**Dataset entries**.
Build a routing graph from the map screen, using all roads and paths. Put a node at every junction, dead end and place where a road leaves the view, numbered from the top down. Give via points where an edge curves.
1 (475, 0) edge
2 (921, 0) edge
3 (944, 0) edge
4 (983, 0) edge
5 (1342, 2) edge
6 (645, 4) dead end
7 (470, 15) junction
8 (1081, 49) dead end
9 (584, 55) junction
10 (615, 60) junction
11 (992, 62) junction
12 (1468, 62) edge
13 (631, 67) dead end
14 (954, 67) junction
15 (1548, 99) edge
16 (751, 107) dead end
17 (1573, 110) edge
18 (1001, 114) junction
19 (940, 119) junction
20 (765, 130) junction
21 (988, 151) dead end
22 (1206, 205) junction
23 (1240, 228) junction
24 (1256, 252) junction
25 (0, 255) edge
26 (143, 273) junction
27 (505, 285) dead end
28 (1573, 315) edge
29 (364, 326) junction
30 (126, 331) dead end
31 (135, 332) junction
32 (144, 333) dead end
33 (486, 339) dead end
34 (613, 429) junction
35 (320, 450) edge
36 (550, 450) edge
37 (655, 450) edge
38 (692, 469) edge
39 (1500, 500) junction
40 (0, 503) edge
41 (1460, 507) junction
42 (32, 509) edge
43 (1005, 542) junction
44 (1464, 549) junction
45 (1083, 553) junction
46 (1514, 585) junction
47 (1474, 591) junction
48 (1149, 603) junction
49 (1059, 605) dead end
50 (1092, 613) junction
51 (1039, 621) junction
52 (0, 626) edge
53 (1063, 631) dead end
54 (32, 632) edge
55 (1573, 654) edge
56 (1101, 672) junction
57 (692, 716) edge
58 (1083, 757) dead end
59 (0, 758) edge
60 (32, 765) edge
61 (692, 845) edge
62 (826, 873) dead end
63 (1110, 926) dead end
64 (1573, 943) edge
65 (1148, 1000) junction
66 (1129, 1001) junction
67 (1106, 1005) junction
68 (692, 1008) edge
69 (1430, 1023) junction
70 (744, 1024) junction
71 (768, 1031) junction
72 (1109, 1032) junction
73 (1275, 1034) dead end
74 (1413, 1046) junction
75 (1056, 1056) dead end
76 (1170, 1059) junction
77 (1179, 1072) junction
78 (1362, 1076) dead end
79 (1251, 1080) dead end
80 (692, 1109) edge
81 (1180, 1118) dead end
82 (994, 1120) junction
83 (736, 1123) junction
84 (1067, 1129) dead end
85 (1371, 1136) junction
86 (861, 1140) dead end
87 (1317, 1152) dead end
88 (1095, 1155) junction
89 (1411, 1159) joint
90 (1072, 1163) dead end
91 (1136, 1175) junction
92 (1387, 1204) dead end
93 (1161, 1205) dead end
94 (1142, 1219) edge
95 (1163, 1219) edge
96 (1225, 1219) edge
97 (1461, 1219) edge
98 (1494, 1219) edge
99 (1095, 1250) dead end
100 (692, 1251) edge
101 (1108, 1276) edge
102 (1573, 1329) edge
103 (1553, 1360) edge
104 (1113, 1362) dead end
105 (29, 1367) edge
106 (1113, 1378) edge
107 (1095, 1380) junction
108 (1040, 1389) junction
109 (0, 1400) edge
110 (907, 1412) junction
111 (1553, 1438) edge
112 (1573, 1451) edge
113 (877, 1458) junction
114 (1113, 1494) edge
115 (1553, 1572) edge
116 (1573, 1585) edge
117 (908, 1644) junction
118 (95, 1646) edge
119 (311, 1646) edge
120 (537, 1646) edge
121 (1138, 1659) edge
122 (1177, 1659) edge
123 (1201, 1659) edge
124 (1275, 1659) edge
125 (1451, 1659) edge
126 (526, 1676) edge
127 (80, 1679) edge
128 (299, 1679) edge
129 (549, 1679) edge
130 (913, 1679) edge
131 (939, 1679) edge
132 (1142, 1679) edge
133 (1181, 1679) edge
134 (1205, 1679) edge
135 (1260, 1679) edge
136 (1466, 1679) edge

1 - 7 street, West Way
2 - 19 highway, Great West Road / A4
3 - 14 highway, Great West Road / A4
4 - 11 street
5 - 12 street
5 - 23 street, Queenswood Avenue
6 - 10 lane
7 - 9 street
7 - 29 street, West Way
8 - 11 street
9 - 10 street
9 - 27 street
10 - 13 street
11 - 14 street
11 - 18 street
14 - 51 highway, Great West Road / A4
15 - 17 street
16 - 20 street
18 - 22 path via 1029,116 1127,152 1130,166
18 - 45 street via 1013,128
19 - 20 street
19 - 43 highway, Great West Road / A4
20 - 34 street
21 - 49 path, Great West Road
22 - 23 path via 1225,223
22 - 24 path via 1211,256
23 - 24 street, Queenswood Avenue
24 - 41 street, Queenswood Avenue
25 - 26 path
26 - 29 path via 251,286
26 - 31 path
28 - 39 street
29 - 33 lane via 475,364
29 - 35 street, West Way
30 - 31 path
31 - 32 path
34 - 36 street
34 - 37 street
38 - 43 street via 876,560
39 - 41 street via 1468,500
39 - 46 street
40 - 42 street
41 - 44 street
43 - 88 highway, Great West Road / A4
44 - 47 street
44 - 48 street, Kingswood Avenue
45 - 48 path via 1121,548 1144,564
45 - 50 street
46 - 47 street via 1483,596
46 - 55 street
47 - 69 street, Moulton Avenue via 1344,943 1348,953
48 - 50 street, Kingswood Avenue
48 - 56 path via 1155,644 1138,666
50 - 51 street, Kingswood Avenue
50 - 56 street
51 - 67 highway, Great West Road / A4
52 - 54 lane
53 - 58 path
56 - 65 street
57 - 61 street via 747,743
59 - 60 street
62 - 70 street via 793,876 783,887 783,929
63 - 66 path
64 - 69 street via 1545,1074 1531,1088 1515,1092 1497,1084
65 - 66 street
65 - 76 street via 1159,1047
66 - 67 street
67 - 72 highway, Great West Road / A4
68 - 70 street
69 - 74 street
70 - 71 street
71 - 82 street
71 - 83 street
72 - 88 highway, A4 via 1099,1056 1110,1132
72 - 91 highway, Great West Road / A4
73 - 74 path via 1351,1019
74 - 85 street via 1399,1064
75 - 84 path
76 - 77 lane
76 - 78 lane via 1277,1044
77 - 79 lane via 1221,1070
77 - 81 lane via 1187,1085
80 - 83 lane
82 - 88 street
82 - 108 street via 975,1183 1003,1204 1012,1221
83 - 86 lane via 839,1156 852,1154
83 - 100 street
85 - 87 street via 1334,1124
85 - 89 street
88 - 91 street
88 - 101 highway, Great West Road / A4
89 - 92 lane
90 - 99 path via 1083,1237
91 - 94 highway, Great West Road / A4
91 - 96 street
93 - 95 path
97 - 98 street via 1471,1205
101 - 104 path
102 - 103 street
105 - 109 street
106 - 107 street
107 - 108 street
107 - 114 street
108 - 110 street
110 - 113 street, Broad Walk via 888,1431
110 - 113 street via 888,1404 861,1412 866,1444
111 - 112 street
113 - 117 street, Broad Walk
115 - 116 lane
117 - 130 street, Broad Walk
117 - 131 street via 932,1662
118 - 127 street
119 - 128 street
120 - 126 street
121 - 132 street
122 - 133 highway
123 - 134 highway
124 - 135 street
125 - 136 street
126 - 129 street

**EXERCISE DETAILS**. In full and word for word, reproduce the data above.

**RESPONSE BOX**.
Build a routing graph from the map screen, using all roads and paths. Put a node at every junction, dead end and place where a road leaves the view, numbered from the top down. Give via points where an edge curves.
1 (475, 0) edge
2 (921, 0) edge
3 (944, 0) edge
4 (983, 0) edge
5 (1342, 2) edge
6 (645, 4) dead end
7 (470, 15) junction
8 (1081, 49) dead end
9 (584, 55) junction
10 (615, 60) junction
11 (992, 62) junction
12 (1468, 62) edge
13 (631, 67) dead end
14 (954, 67) junction
15 (1548, 99) edge
16 (751, 107) dead end
17 (1573, 110) edge
18 (1001, 114) junction
19 (940, 119) junction
20 (765, 130) junction
21 (988, 151) dead end
22 (1206, 205) junction
23 (1240, 228) junction
24 (1256, 252) junction
25 (0, 255) edge
26 (143, 273) junction
27 (505, 285) dead end
28 (1573, 315) edge
29 (364, 326) junction
30 (126, 331) dead end
31 (135, 332) junction
32 (144, 333) dead end
33 (486, 339) dead end
34 (613, 429) junction
35 (320, 450) edge
36 (550, 450) edge
37 (655, 450) edge
38 (692, 469) edge
39 (1500, 500) junction
40 (0, 503) edge
41 (1460, 507) junction
42 (32, 509) edge
43 (1005, 542) junction
44 (1464, 549) junction
45 (1083, 553) junction
46 (1514, 585) junction
47 (1474, 591) junction
48 (1149, 603) junction
49 (1059, 605) dead end
50 (1092, 613) junction
51 (1039, 621) junction
52 (0, 626) edge
53 (1063, 631) dead end
54 (32, 632) edge
55 (1573, 654) edge
56 (1101, 672) junction
57 (692, 716) edge
58 (1083, 757) dead end
59 (0, 758) edge
60 (32, 765) edge
61 (692, 845) edge
62 (826, 873) dead end
63 (1110, 926) dead end
64 (1573, 943) edge
65 (1148, 1000) junction
66 (1129, 1001) junction
67 (1106, 1005) junction
68 (692, 1008) edge
69 (1430, 1023) junction
70 (744, 1024) junction
71 (768, 1031) junction
72 (1109, 1032) junction
73 (1275, 1034) dead end
74 (1413, 1046) junction
75 (1056, 1056) dead end
76 (1170, 1059) junction
77 (1179, 1072) junction
78 (1362, 1076) dead end
79 (1251, 1080) dead end
80 (692, 1109) edge
81 (1180, 1118) dead end
82 (994, 1120) junction
83 (736, 1123) junction
84 (1067, 1129) dead end
85 (1371, 1136) junction
86 (861, 1140) dead end
87 (1317, 1152) dead end
88 (1095, 1155) junction
89 (1411, 1159) joint
90 (1072, 1163) dead end
91 (1136, 1175) junction
92 (1387, 1204) dead end
93 (1161, 1205) dead end
94 (1142, 1219) edge
95 (1163, 1219) edge
96 (1225, 1219) edge
97 (1461, 1219) edge
98 (1494, 1219) edge
99 (1095, 1250) dead end
100 (692, 1251) edge
101 (1108, 1276) edge
102 (1573, 1329) edge
103 (1553, 1360) edge
104 (1113, 1362) dead end
105 (29, 1367) edge
106 (1113, 1378) edge
107 (1095, 1380) junction
108 (1040, 1389) junction
109 (0, 1400) edge
110 (907, 1412) junction
111 (1553, 1438) edge
112 (1573, 1451) edge
113 (877, 1458) junction
114 (1113, 1494) edge
115 (1553, 1572) edge
116 (1573, 1585) edge
117 (908, 1644) junction
118 (95, 1646) edge
119 (311, 1646) edge
120 (537, 1646) edge
121 (1138, 1659) edge
122 (1177, 1659) edge
123 (1201, 1659) edge
124 (1275, 1659) edge
125 (1451, 1659) edge
126 (526, 1676) edge
127 (80, 1679) edge
128 (299, 1679) edge
129 (549, 1679) edge
130 (913, 1679) edge
131 (939, 1679) edge
132 (1142, 1679) edge
133 (1181, 1679) edge
134 (1205, 1679) edge
135 (1260, 1679) edge
136 (1466, 1679) edge

1 - 7 street, West Way
2 - 19 highway, Great West Road / A4
3 - 14 highway, Great West Road / A4
4 - 11 street
5 - 12 street
5 - 23 street, Queenswood Avenue
6 - 10 lane
7 - 9 street
7 - 29 street, West Way
8 - 11 street
9 - 10 street
9 - 27 street
10 - 13 street
11 - 14 street
11 - 18 street
14 - 51 highway, Great West Road / A4
15 - 17 street
16 - 20 street
18 - 22 path via 1029,116 1127,152 1130,166
18 - 45 street via 1013,128
19 - 20 street
19 - 43 highway, Great West Road / A4
20 - 34 street
21 - 49 path, Great West Road
22 - 23 path via 1225,223
22 - 24 path via 1211,256
23 - 24 street, Queenswood Avenue
24 - 41 street, Queenswood Avenue
25 - 26 path
26 - 29 path via 251,286
26 - 31 path
28 - 39 street
29 - 33 lane via 475,364
29 - 35 street, West Way
30 - 31 path
31 - 32 path
34 - 36 street
34 - 37 street
38 - 43 street via 876,560
39 - 41 street via 1468,500
39 - 46 street
40 - 42 street
41 - 44 street
43 - 88 highway, Great West Road / A4
44 - 47 street
44 - 48 street, Kingswood Avenue
45 - 48 path via 1121,548 1144,564
45 - 50 street
46 - 47 street via 1483,596
46 - 55 street
47 - 69 street, Moulton Avenue via 1344,943 1348,953
48 - 50 street, Kingswood Avenue
48 - 56 path via 1155,644 1138,666
50 - 51 street, Kingswood Avenue
50 - 56 street
51 - 67 highway, Great West Road / A4
52 - 54 lane
53 - 58 path
56 - 65 street
57 - 61 street via 747,743
59 - 60 street
62 - 70 street via 793,876 783,887 783,929
63 - 66 path
64 - 69 street via 1545,1074 1531,1088 1515,1092 1497,1084
65 - 66 street
65 - 76 street via 1159,1047
66 - 67 street
67 - 72 highway, Great West Road / A4
68 - 70 street
69 - 74 street
70 - 71 street
71 - 82 street
71 - 83 street
72 - 88 highway, A4 via 1099,1056 1110,1132
72 - 91 highway, Great West Road / A4
73 - 74 path via 1351,1019
74 - 85 street via 1399,1064
75 - 84 path
76 - 77 lane
76 - 78 lane via 1277,1044
77 - 79 lane via 1221,1070
77 - 81 lane via 1187,1085
80 - 83 lane
82 - 88 street
82 - 108 street via 975,1183 1003,1204 1012,1221
83 - 86 lane via 839,1156 852,1154
83 - 100 street
85 - 87 street via 1334,1124
85 - 89 street
88 - 91 street
88 - 101 highway, Great West Road / A4
89 - 92 lane
90 - 99 path via 1083,1237
91 - 94 highway, Great West Road / A4
91 - 96 street
93 - 95 path
97 - 98 street via 1471,1205
101 - 104 path
102 - 103 street
105 - 109 street
106 - 107 street
107 - 108 street
107 - 114 street
108 - 110 street
110 - 113 street, Broad Walk via 888,1431
110 - 113 street via 888,1404 861,1412 866,1444
111 - 112 street
113 - 117 street, Broad Walk
115 - 116 lane
117 - 130 street, Broad Walk
117 - 131 street via 932,1662
118 - 127 street
119 - 128 street
120 - 126 street
121 - 132 street
122 - 133 highway
123 - 134 highway
124 - 135 street
125 - 136 street
126 - 129 street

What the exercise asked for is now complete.